Wednesday, 23 May, 2001, 10:02 GMT 11:02 UK
Bikini-clad Madonna escapes censors
Students view the controversial collage
The collage was deemed offensive by critics
A collage depicting the Virgin of Guadalupe
clad in a floral bikini will stay on display despite protests from some Catholics.
Complaints had been made to the Museum of International
Folk Art in Santa Fe, New Mexico, calling the picture offensive.
A committee investigated complaints but has
ruled Our Lady by Los Angeles artist Alma Lopez can remain.

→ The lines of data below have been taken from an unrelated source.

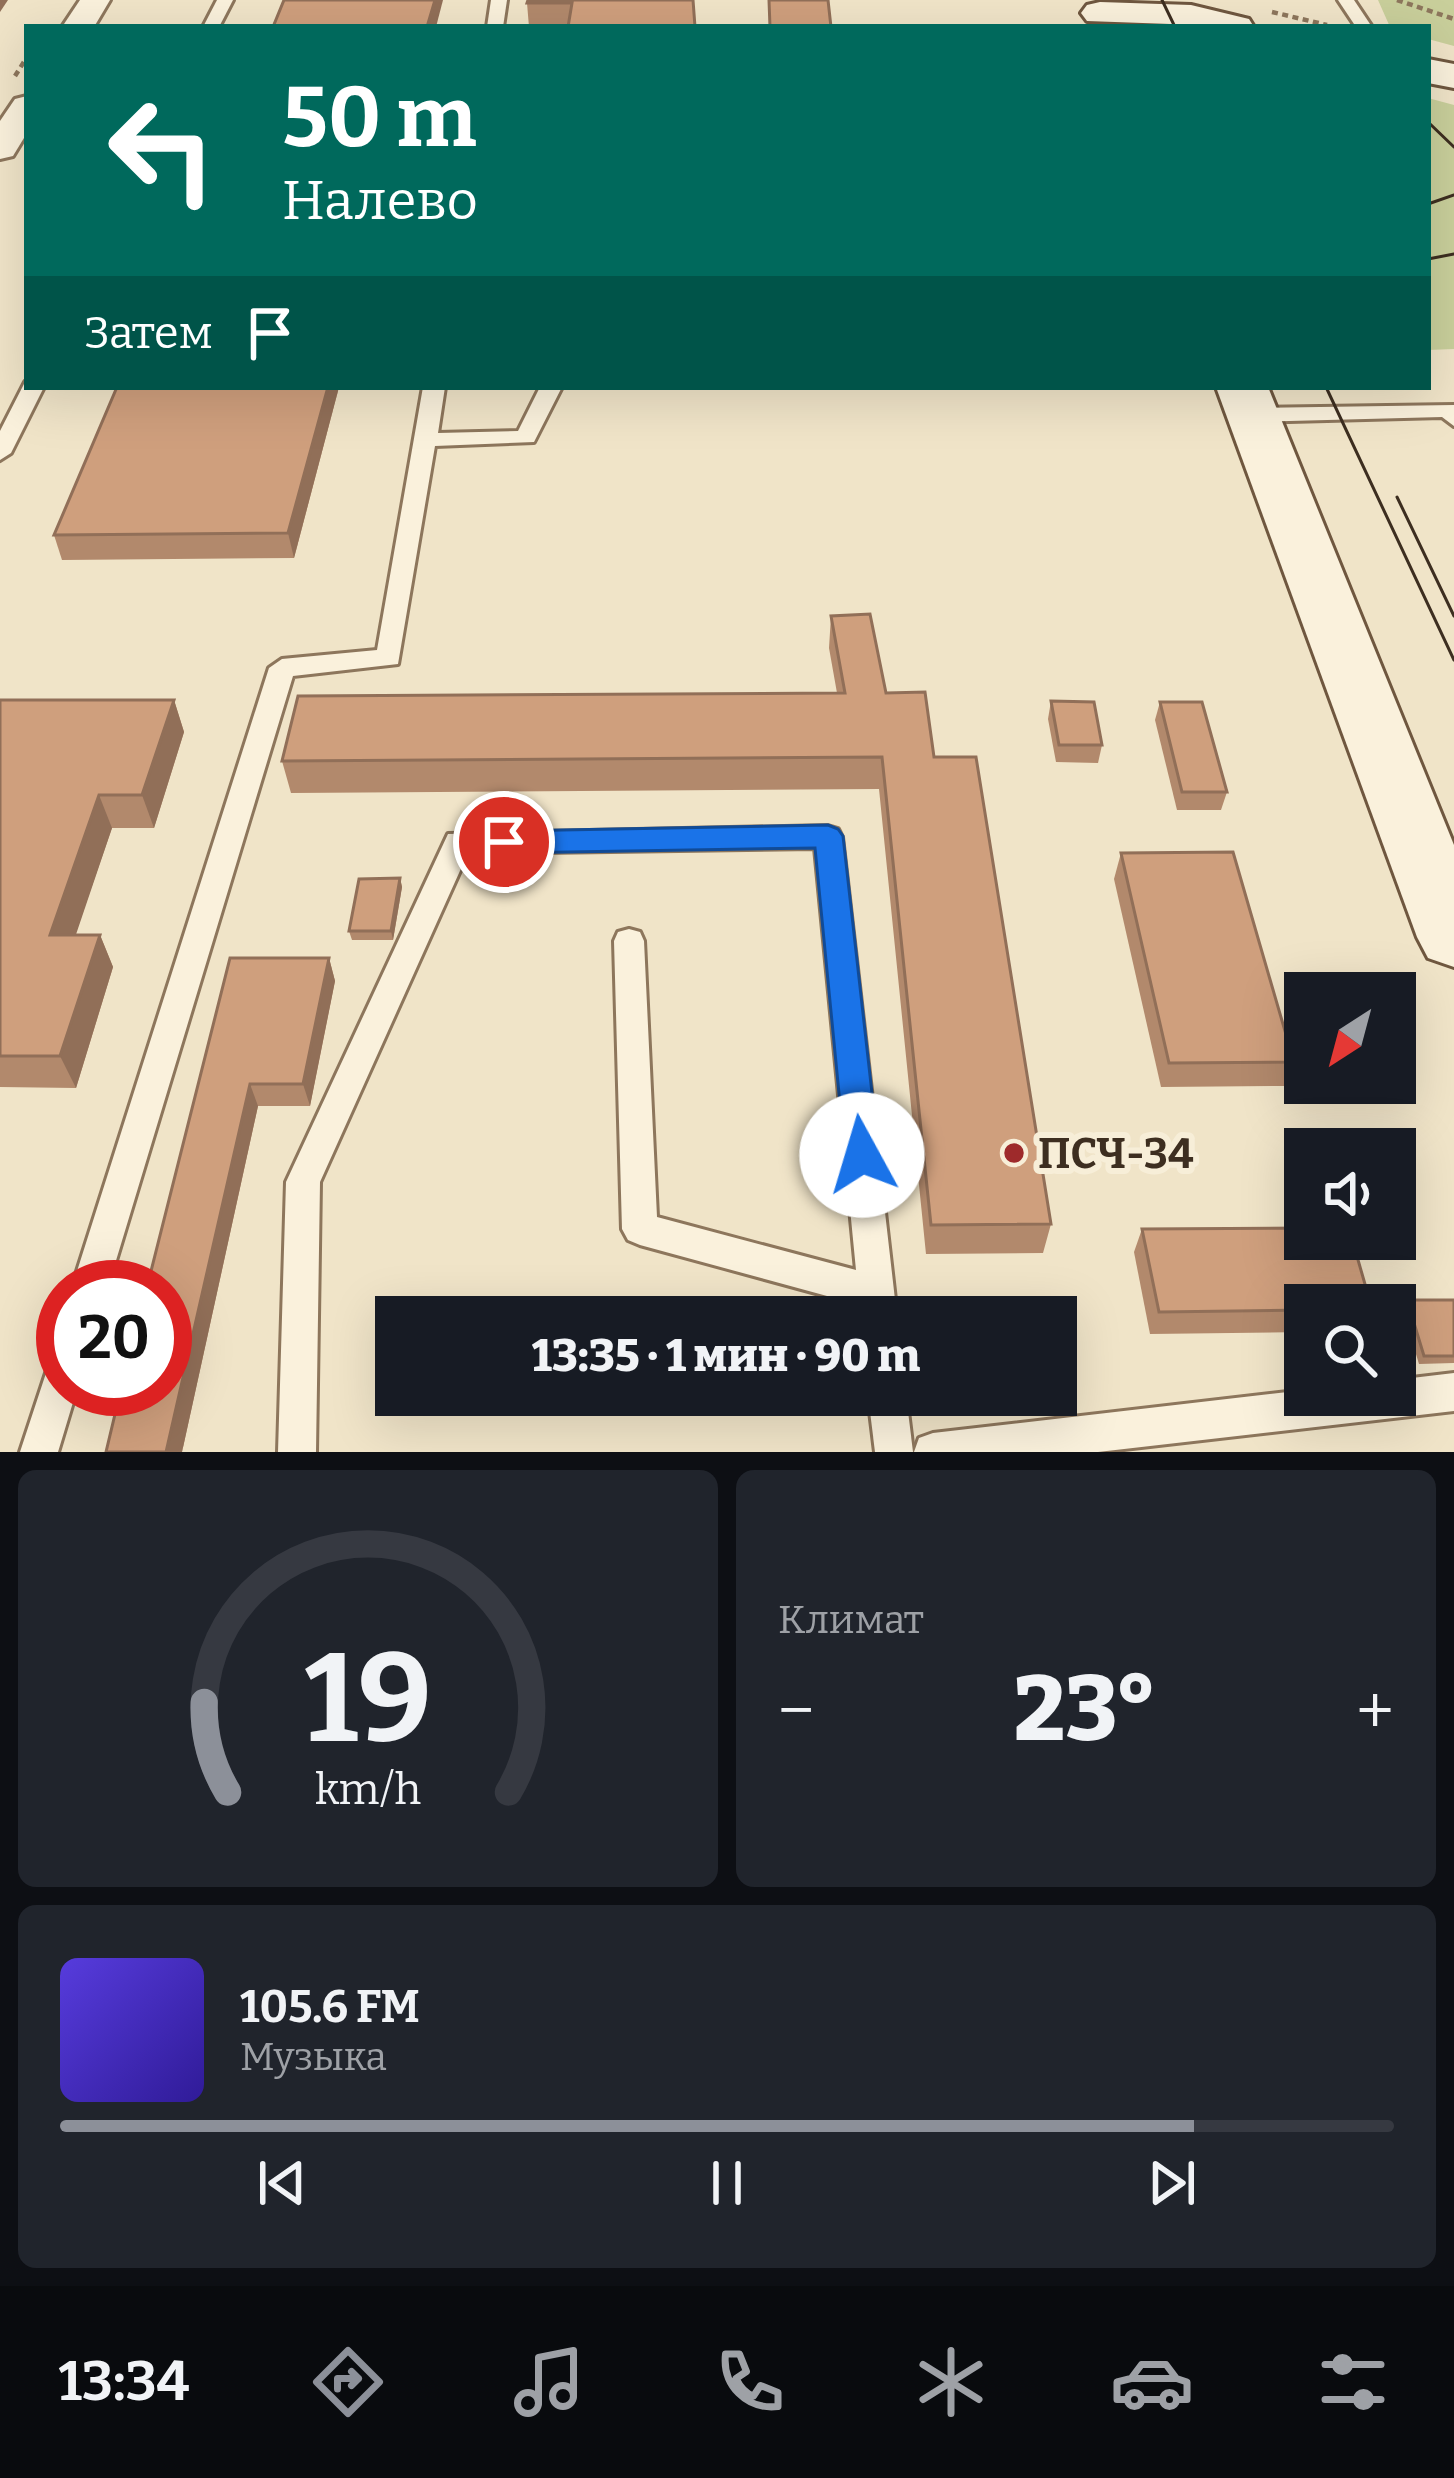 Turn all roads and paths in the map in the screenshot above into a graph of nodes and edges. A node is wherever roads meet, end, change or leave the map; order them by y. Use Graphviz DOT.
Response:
graph roads {
  1 [pos="1397,0"];
  2 [pos="1100,13"];
  3 [pos="1246,18"];
  4 [pos="1454,19"];
  5 [pos="1307,24"];
  6 [pos="24,111"];
  7 [pos="0,148"];
  8 [pos="32,390"];
  9 [pos="433,390"];
  10 [pos="550,390"];
  11 [pos="1247,401"];
  12 [pos="1454,418"];
  13 [pos="425,440"];
  14 [pos="0,453"];
  15 [pos="1454,938"];
  16 [pos="629,940"];
  17 [pos="98,1260"];
  18 [pos="853,1296"];
  19 [pos="877,1296"];
  20 [pos="1454,1392"];
  21 [pos="50,1416"];
  22 [pos="889,1416"];
  23 [pos="39,1452"];
  24 [pos="297,1452"];
  25 [pos="893,1452"];
  26 [pos="933,1452"];
  1 -- 4 [label="path"];
  2 -- 3 [label="main road"];
  3 -- 5 [label="path"];
  6 -- 7 [label="street"];
  8 -- 14 [label="lane"];
  9 -- 13 [label="lane"];
  10 -- 13 [label="lane"];
  11 -- 12 [label="lane"];
  11 -- 15 [label="main road"];
  13 -- 17 [label="lane"];
  16 -- 18 [label="lane"];
  19 -- 24 [label="lane"];
  20 -- 26 [label="lane"];
  21 -- 23 [label="lane"];
  22 -- 25 [label="lane"];
}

However, to appease protestors the exhibition
in which it features will be cut short.
The work under fire shows the Virgin Mary wearing
a digitally imposed two-piece swimsuit, displaying her midriff.
Hundreds of demonstrators turned up at a public
meeting in April to vent their anger at the picture, which they deemed sacrilegious.
The board of the Museum of New Mexico convened
to decide the fate of the portrait.
Lopez, herself a catholic, said she had portrayed
the Madonna as a strong, independent woman and had not intended to offend.
She was pleased with the compromise reached
by the board.
She said: "I almost see it as the only
fair decision for them, to acknowledge that some people in the community were
offended, but that the work needed to remain on exhibit."
The Cyber Arte: Tradition Meets Technology exhibit,
which includes the collage, was due to close in February 2002.
Joyce Ice, head of the museum, said it will
now close on 28 October, "in the spirit of reconciliation".
The museum views their decision as "walking
the middle ground" without censoring the art.
More than 35 New Mexico churches are dedicated
to Our Lady of Guadalupe.
The phenomenon began in 1531 when the Virgin Mary was said to have appeared to Juan Diego, a Christian Aztec, near Mexico City, prompting stories of miracles.